(Saved entries)
____________
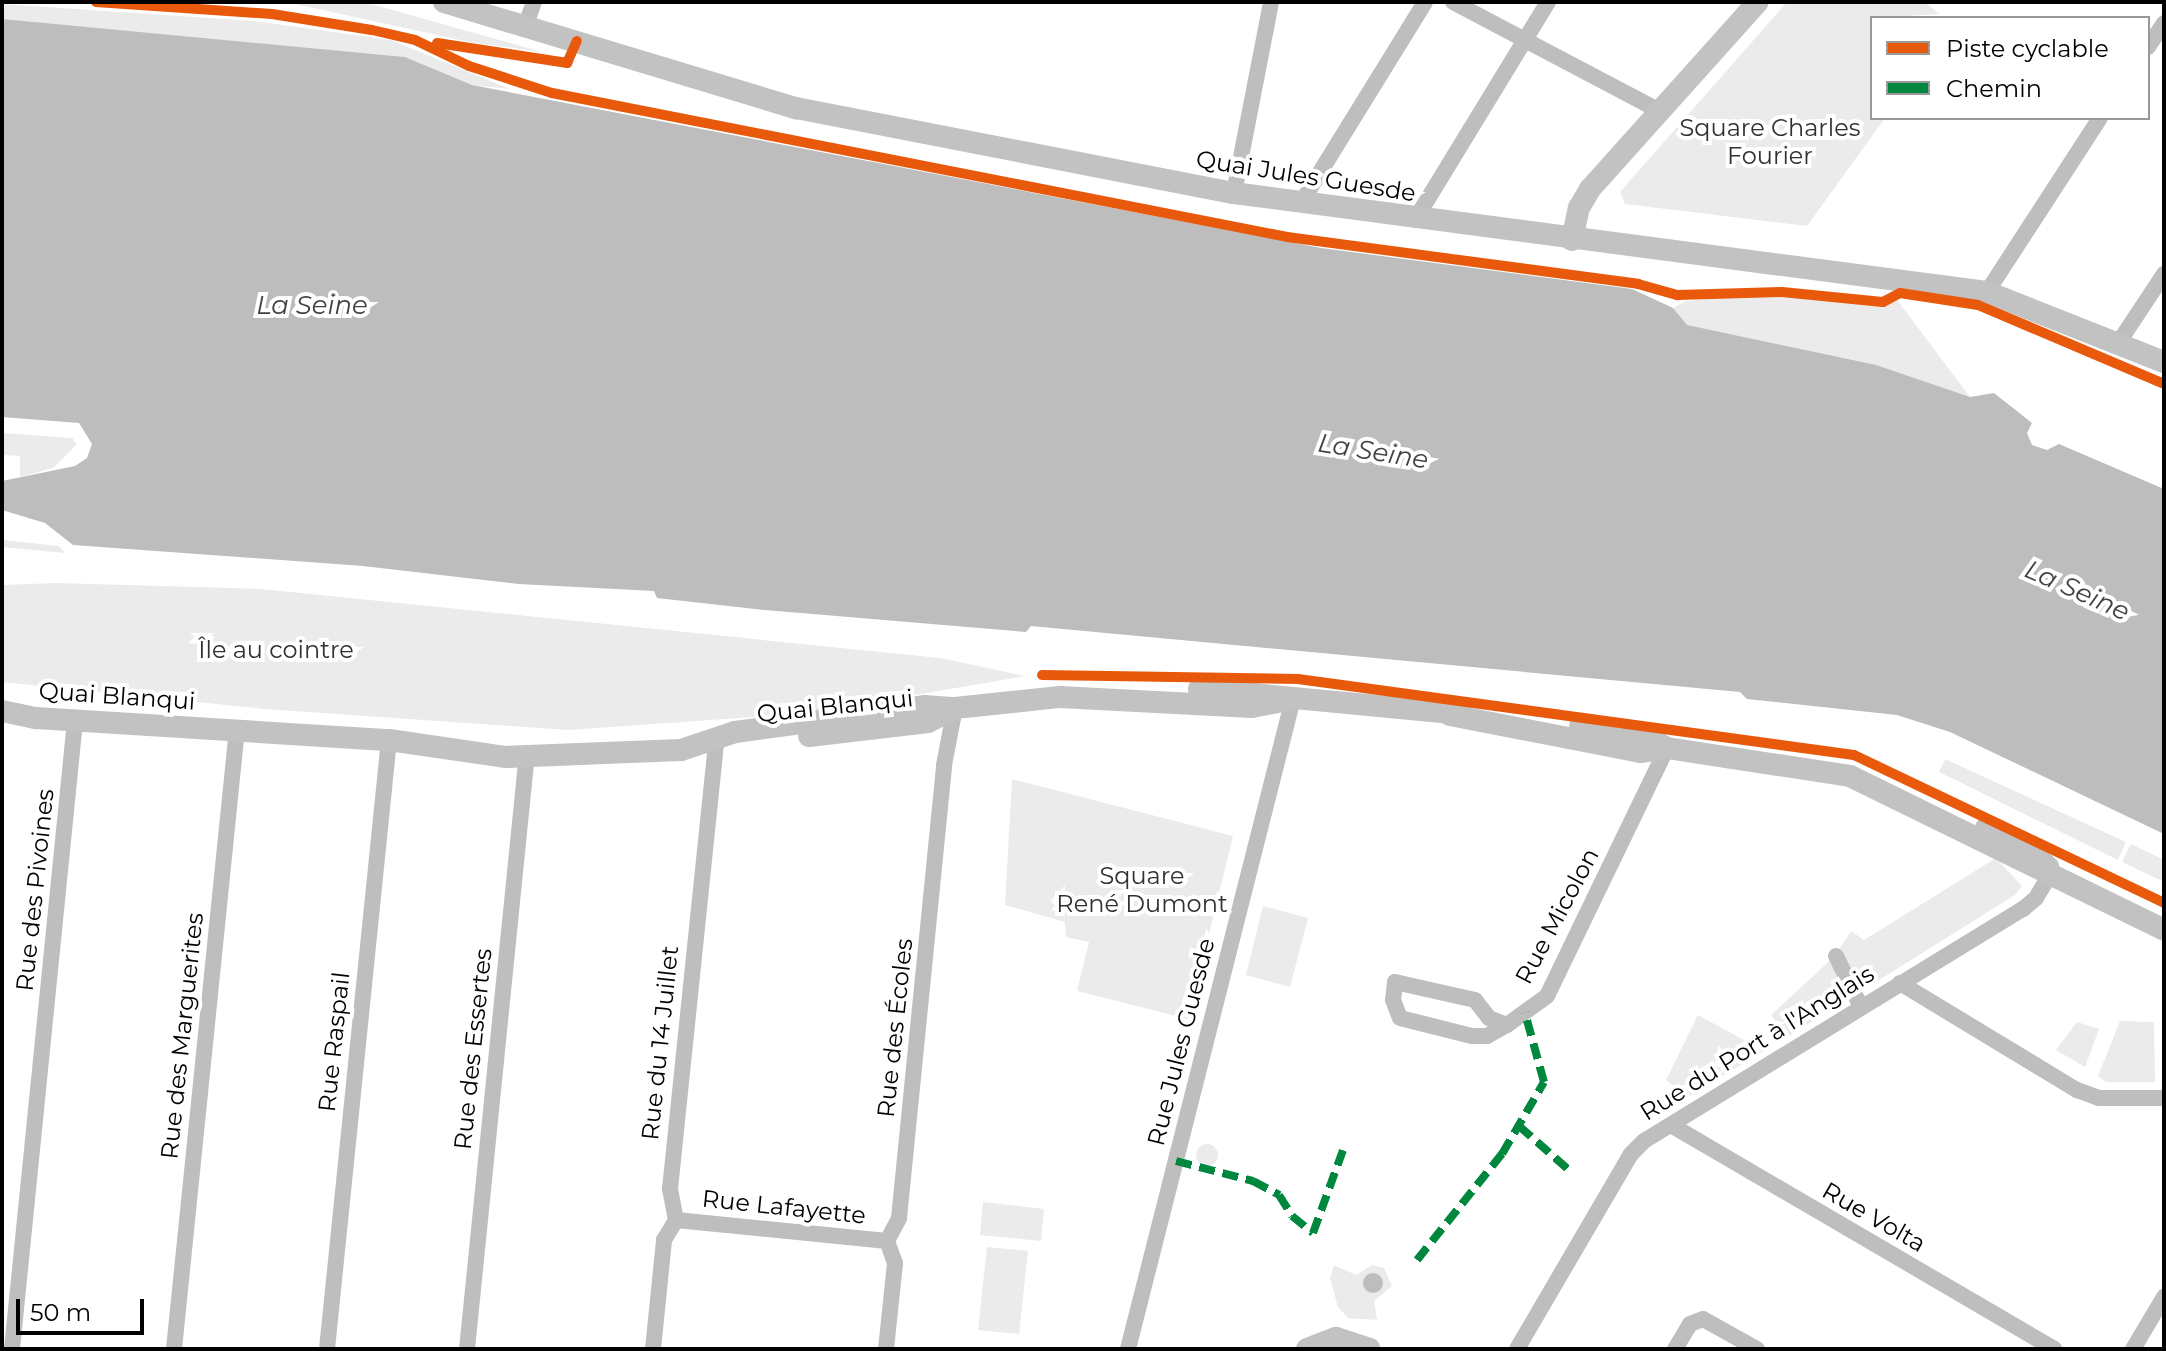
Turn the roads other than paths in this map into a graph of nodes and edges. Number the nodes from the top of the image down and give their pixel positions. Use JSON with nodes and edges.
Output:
{"nodes":[{"id":1,"x":444,"y":2,"type":"edge"},
{"id":2,"x":534,"y":2,"type":"edge"},
{"id":3,"x":1271,"y":2,"type":"edge"},
{"id":4,"x":1425,"y":2,"type":"edge"},
{"id":5,"x":1453,"y":2,"type":"edge"},
{"id":6,"x":1548,"y":2,"type":"edge"},
{"id":7,"x":1758,"y":2,"type":"edge"},
{"id":8,"x":2164,"y":23,"type":"edge"},
{"id":9,"x":526,"y":24,"type":"junction"},
{"id":10,"x":1525,"y":38,"type":"junction"},
{"id":11,"x":2150,"y":44,"type":"edge"},
{"id":12,"x":1660,"y":111,"type":"junction"},
{"id":13,"x":2099,"y":120,"type":"edge"},
{"id":14,"x":1234,"y":193,"type":"junction"},
{"id":15,"x":1301,"y":203,"type":"junction"},
{"id":16,"x":1415,"y":220,"type":"junction"},
{"id":17,"x":1572,"y":240,"type":"junction"},
{"id":18,"x":2164,"y":274,"type":"edge"},
{"id":19,"x":1987,"y":292,"type":"junction"},
{"id":20,"x":2119,"y":342,"type":"junction"},
{"id":21,"x":2164,"y":362,"type":"edge"},
{"id":22,"x":1293,"y":699,"type":"junction"},
{"id":23,"x":955,"y":708,"type":"junction"},
{"id":24,"x":10,"y":712,"type":"edge"},
{"id":25,"x":75,"y":721,"type":"junction"},
{"id":26,"x":212,"y":727,"type":"junction"},
{"id":27,"x":237,"y":729,"type":"junction"},
{"id":28,"x":717,"y":737,"type":"junction"},
{"id":29,"x":400,"y":742,"type":"junction"},
{"id":30,"x":1667,"y":748,"type":"junction"},
{"id":31,"x":527,"y":753,"type":"junction"},
{"id":32,"x":2052,"y":871,"type":"junction"},
{"id":33,"x":2077,"y":885,"type":"junction"},
{"id":34,"x":2164,"y":913,"type":"edge"},
{"id":35,"x":2164,"y":930,"type":"edge"},
{"id":36,"x":1836,"y":956,"type":"dead end"},
{"id":37,"x":1900,"y":983,"type":"junction"},
{"id":38,"x":1861,"y":1007,"type":"junction"},
{"id":39,"x":1507,"y":1025,"type":"junction"},
{"id":40,"x":2164,"y":1098,"type":"edge"},
{"id":41,"x":1671,"y":1125,"type":"junction"},
{"id":42,"x":676,"y":1220,"type":"junction"},
{"id":43,"x":887,"y":1241,"type":"junction"},
{"id":44,"x":2164,"y":1297,"type":"edge"},
{"id":45,"x":12,"y":1349,"type":"edge"},
{"id":46,"x":174,"y":1349,"type":"edge"},
{"id":47,"x":327,"y":1349,"type":"edge"},
{"id":48,"x":467,"y":1349,"type":"edge"},
{"id":49,"x":653,"y":1349,"type":"edge"},
{"id":50,"x":886,"y":1349,"type":"edge"},
{"id":51,"x":1128,"y":1349,"type":"edge"},
{"id":52,"x":1307,"y":1349,"type":"edge"},
{"id":53,"x":1369,"y":1349,"type":"edge"},
{"id":54,"x":1517,"y":1349,"type":"edge"},
{"id":55,"x":1675,"y":1349,"type":"edge"},
{"id":56,"x":1757,"y":1349,"type":"edge"},
{"id":57,"x":2054,"y":1349,"type":"edge"},
{"id":58,"x":2133,"y":1349,"type":"edge"}],
"edges":[{"from":1,"to":9,"type":"main road","name":"Quai Jules Guesde"},
{"from":2,"to":9,"type":"street"},
{"from":3,"to":14,"type":"street"},
{"from":4,"to":15,"type":"street"},
{"from":5,"to":10,"type":"street"},
{"from":6,"to":10,"type":"street"},
{"from":7,"to":12,"type":"main road"},
{"from":8,"to":11,"type":"street"},
{"from":9,"to":14,"type":"main road","name":"Quai Jules Guesde"},
{"from":10,"to":12,"type":"street"},
{"from":10,"to":16,"type":"street"},
{"from":12,"to":17,"type":"main road"},
{"from":13,"to":19,"type":"street"},
{"from":14,"to":15,"type":"main road","name":"Quai Jules Guesde"},
{"from":15,"to":16,"type":"main road","name":"Quai Jules Guesde"},
{"from":16,"to":17,"type":"main road","name":"Quai Jules Guesde"},
{"from":17,"to":19,"type":"main road","name":"Quai Jules Guesde"},
{"from":18,"to":20,"type":"street"},
{"from":19,"to":20,"type":"main road","name":"Quai Jules Guesde"},
{"from":20,"to":21,"type":"main road","name":"Quai Jules Guesde"},
{"from":22,"to":23,"type":"main road","name":"Quai Blanqui"},
{"from":22,"to":30,"type":"main road","name":"Quai Blanqui"},
{"from":22,"to":51,"type":"street","name":"Rue Jules Guesde"},
{"from":23,"to":28,"type":"main road","name":"Quai Blanqui"},
{"from":23,"to":43,"type":"street","name":"Rue des Écoles"},
{"from":24,"to":25,"type":"main road","name":"Quai Blanqui"},
{"from":24,"to":26,"type":"main road","name":"Quai Blanqui"},
{"from":25,"to":26,"type":"main road","name":"Quai Blanqui"},
{"from":25,"to":45,"type":"street","name":"Rue des Pivoines"},
{"from":26,"to":27,"type":"main road","name":"Quai Blanqui"},
{"from":27,"to":29,"type":"main road","name":"Quai Blanqui"},
{"from":27,"to":46,"type":"street","name":"Rue des Marguerites"},
{"from":28,"to":31,"type":"main road","name":"Quai Blanqui"},
{"from":28,"to":42,"type":"street","name":"Rue du 14 Juillet"},
{"from":29,"to":31,"type":"main road","name":"Quai Blanqui"},
{"from":29,"to":47,"type":"street","name":"Rue Raspail"},
{"from":30,"to":32,"type":"main road","name":"Quai Blanqui"},
{"from":30,"to":39,"type":"street","name":"Rue Micolon"},
{"from":31,"to":48,"type":"street","name":"Rue des Essertes"},
{"from":32,"to":33,"type":"main road","name":"Quai Blanqui"},
{"from":32,"to":37,"type":"street","name":"Rue du Port à l'Anglais"},
{"from":33,"to":34,"type":"main road","name":"Quai Blanqui"},
{"from":33,"to":35,"type":"main road","name":"Quai Blanqui"},
{"from":36,"to":38,"type":"street"},
{"from":37,"to":38,"type":"street","name":"Rue du Port à l'Anglais"},
{"from":37,"to":40,"type":"street"},
{"from":38,"to":41,"type":"street","name":"Rue du Port à l'Anglais"},
{"from":39,"to":39,"type":"street"},
{"from":41,"to":54,"type":"street","name":"Rue du Port à l'Anglais"},
{"from":41,"to":57,"type":"street","name":"Rue Volta"},
{"from":42,"to":43,"type":"street","name":"Rue Lafayette"},
{"from":42,"to":49,"type":"street","name":"Rue du 14 Juillet"},
{"from":43,"to":50,"type":"street","name":"Rue des Écoles"},
{"from":44,"to":58,"type":"street"},
{"from":52,"to":53,"type":"main road"},
{"from":55,"to":56,"type":"street"}]}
____________
● **Problem statement**
Could you give the number of lines in the entries that contain the string "Port"? Only the number, please.

● **Your response**
4